For this exercise, reproduce each entry below exactly, excluding pictures.

***** Data records

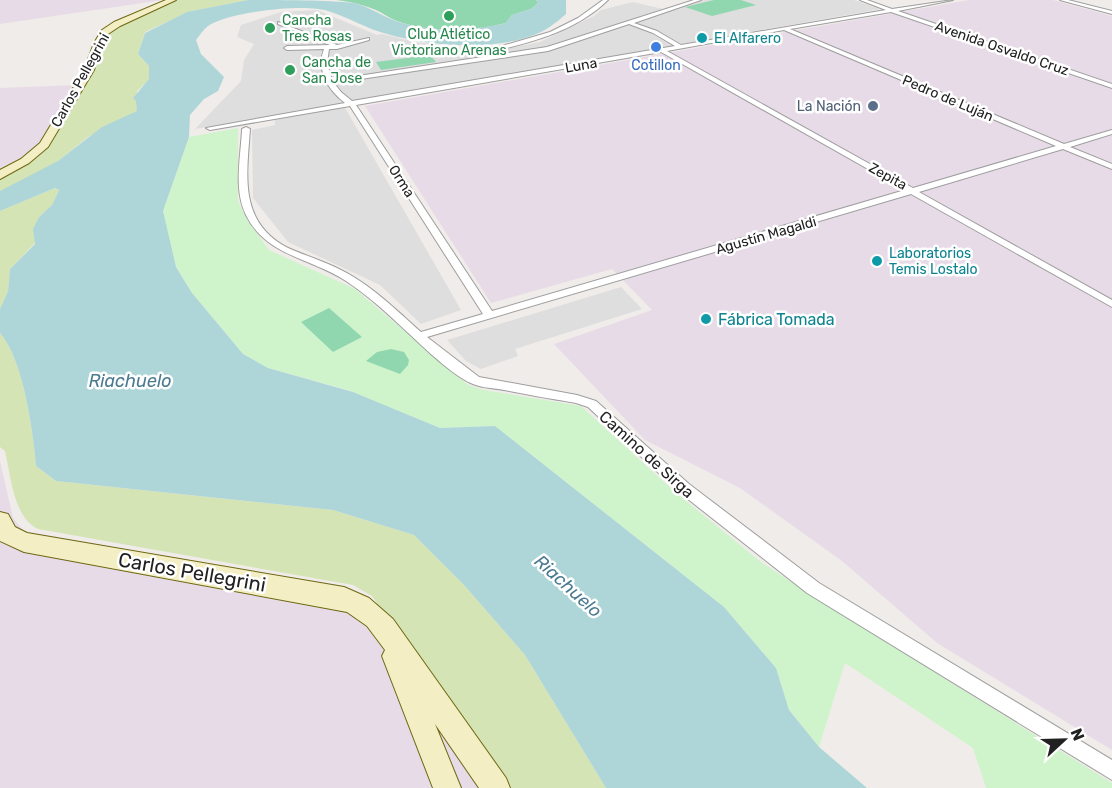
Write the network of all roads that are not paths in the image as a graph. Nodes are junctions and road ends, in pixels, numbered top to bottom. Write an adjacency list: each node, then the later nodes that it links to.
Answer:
1 (172, 0): 27 (street, Carlos Pellegrini)
2 (606, 0): 18 (street)
3 (699, 0): 10 (street)
4 (862, 0): 7 (street, Avenida Osvaldo Cruz)
5 (951, 0): 7 (street, Luna)
6 (1062, 0): 8 (street)
7 (891, 10): 11 (street, Luna); 20 (street, Avenida Osvaldo Cruz)
8 (1110, 12)
9 (280, 22): 14 (street)
10 (627, 22): 15 (street); 19 (street)
11 (785, 28): 15 (street, Luna); 25 (street, Pedro de Luján)
12 (368, 39): 14 (street)
13 (327, 47): 14 (street); 16 (street); 19 (street)
14 (337, 47)
15 (681, 47): 17 (street, Luna)
16 (287, 48)
17 (662, 50): 21 (street, Luna); 28 (street, Zepita)
18 (484, 51)
19 (330, 82): 21 (street, Orma)
20 (1112, 86)
21 (352, 104): 22 (street, Luna); 30 (street, Orma)
22 (210, 128)
23 (246, 129): 31 (street, Camino de Sirga)
24 (1112, 132): 25 (street, Agustín Magaldi)
25 (1065, 147): 26 (street, Pedro de Luján); 28 (street, Agustín Magaldi)
26 (1112, 167)
27 (0, 175)
28 (915, 191): 29 (street, Zepita); 30 (street, Agustín Magaldi)
29 (1112, 304)
30 (490, 316): 31 (street, Agustín Magaldi)
31 (419, 336): 34 (street, Camino de Sirga)
32 (2, 532): 33 (street, Carlos Pellegrini)
33 (384, 627): 35 (street, Carlos Pellegrini); 36 (street, Carlos Pellegrini)
34 (1112, 771)
35 (447, 788)
36 (496, 788)

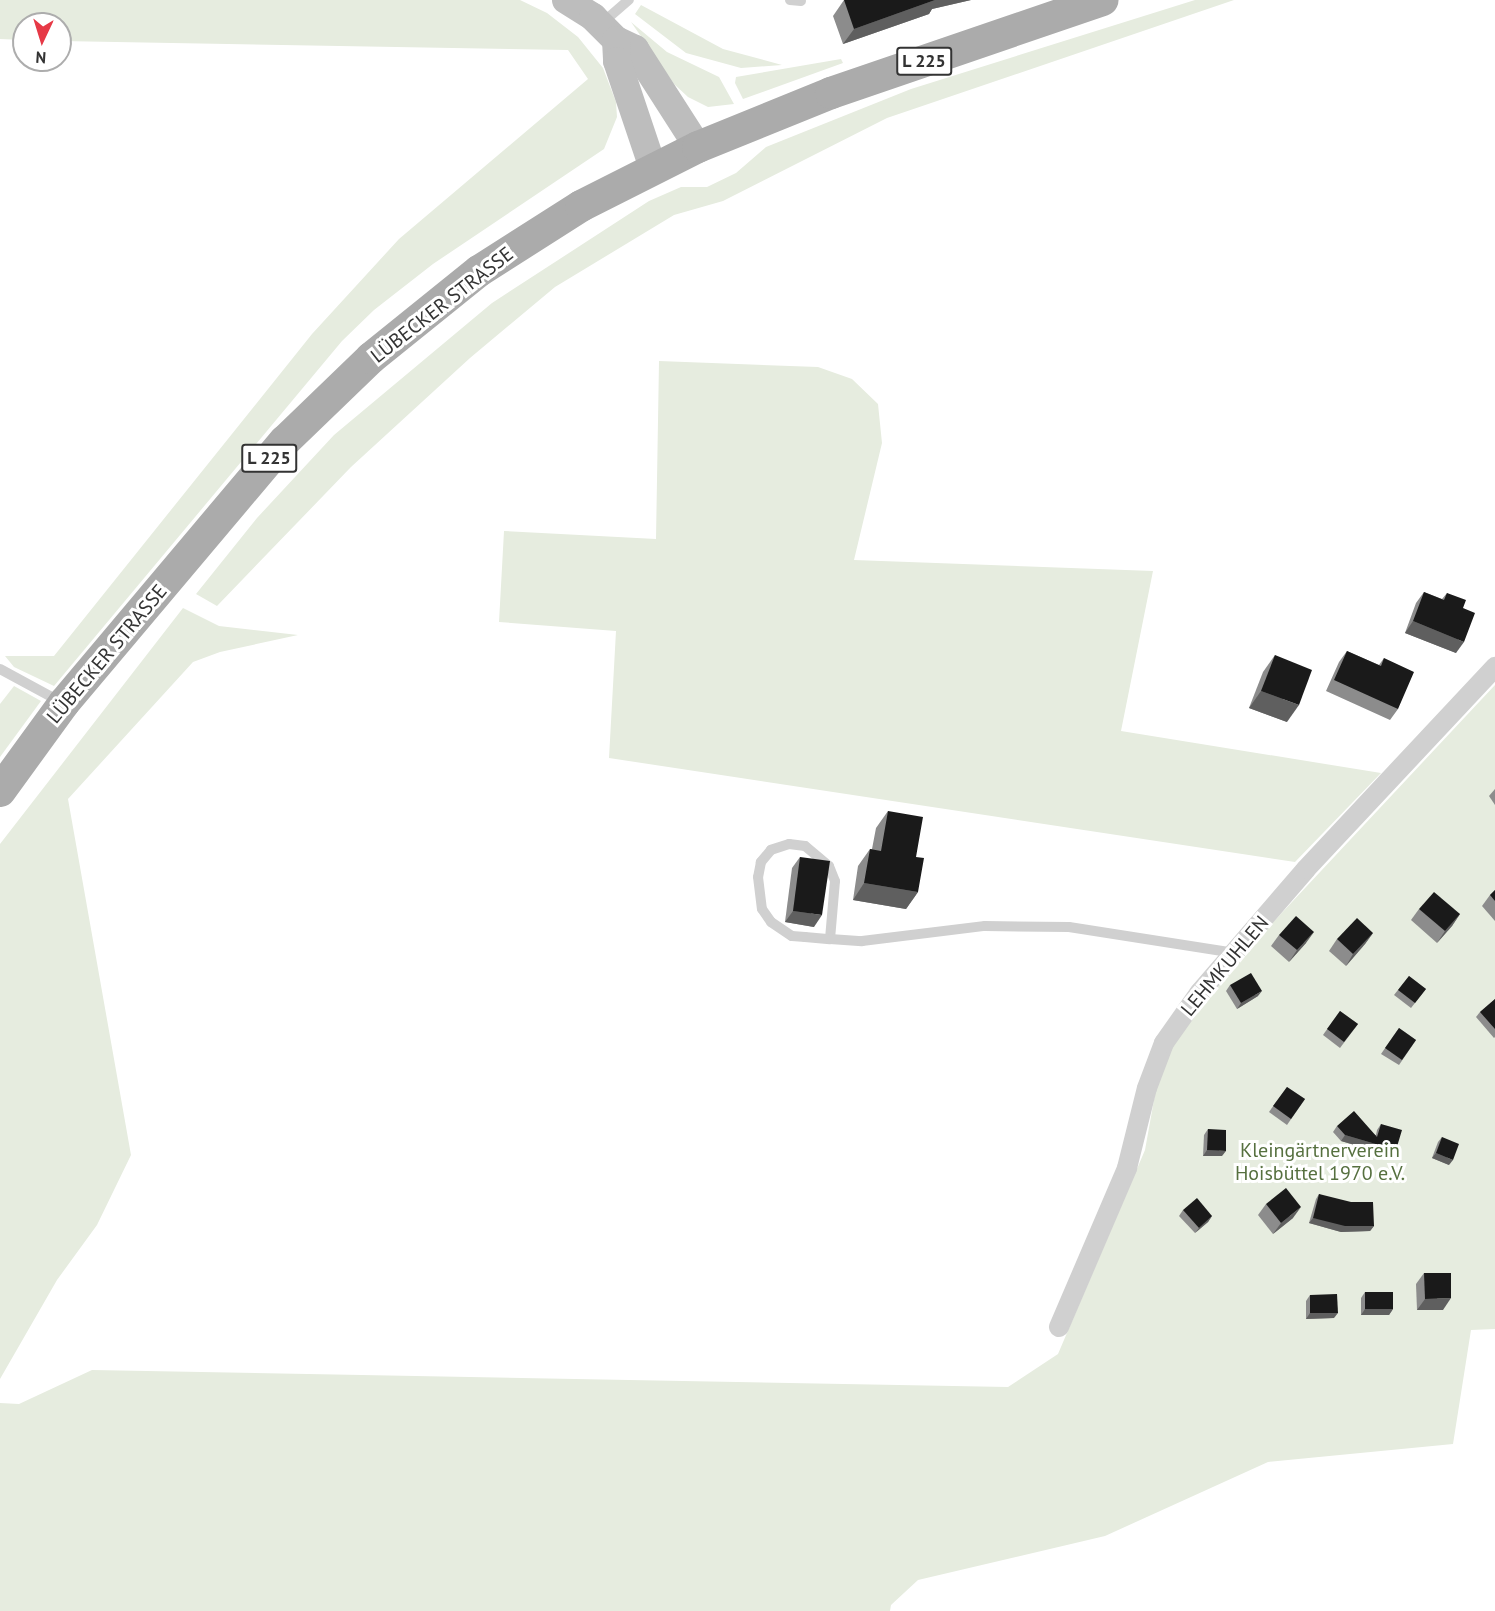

**********

### Response to this exercise
Write the network of all roads that are not paths in the image as a graph. Nodes are junctions and road ends, in pixels, numbered top to bottom. Write an adjacency list: each node, then the later nodes that it links to.
Answer:
1 (172, 0): 27 (street, Carlos Pellegrini)
2 (606, 0): 18 (street)
3 (699, 0): 10 (street)
4 (862, 0): 7 (street, Avenida Osvaldo Cruz)
5 (951, 0): 7 (street, Luna)
6 (1062, 0): 8 (street)
7 (891, 10): 11 (street, Luna); 20 (street, Avenida Osvaldo Cruz)
8 (1110, 12)
9 (280, 22): 14 (street)
10 (627, 22): 15 (street); 19 (street)
11 (785, 28): 15 (street, Luna); 25 (street, Pedro de Luján)
12 (368, 39): 14 (street)
13 (327, 47): 14 (street); 16 (street); 19 (street)
14 (337, 47)
15 (681, 47): 17 (street, Luna)
16 (287, 48)
17 (662, 50): 21 (street, Luna); 28 (street, Zepita)
18 (484, 51)
19 (330, 82): 21 (street, Orma)
20 (1112, 86)
21 (352, 104): 22 (street, Luna); 30 (street, Orma)
22 (210, 128)
23 (246, 129): 31 (street, Camino de Sirga)
24 (1112, 132): 25 (street, Agustín Magaldi)
25 (1065, 147): 26 (street, Pedro de Luján); 28 (street, Agustín Magaldi)
26 (1112, 167)
27 (0, 175)
28 (915, 191): 29 (street, Zepita); 30 (street, Agustín Magaldi)
29 (1112, 304)
30 (490, 316): 31 (street, Agustín Magaldi)
31 (419, 336): 34 (street, Camino de Sirga)
32 (2, 532): 33 (street, Carlos Pellegrini)
33 (384, 627): 35 (street, Carlos Pellegrini); 36 (street, Carlos Pellegrini)
34 (1112, 771)
35 (447, 788)
36 (496, 788)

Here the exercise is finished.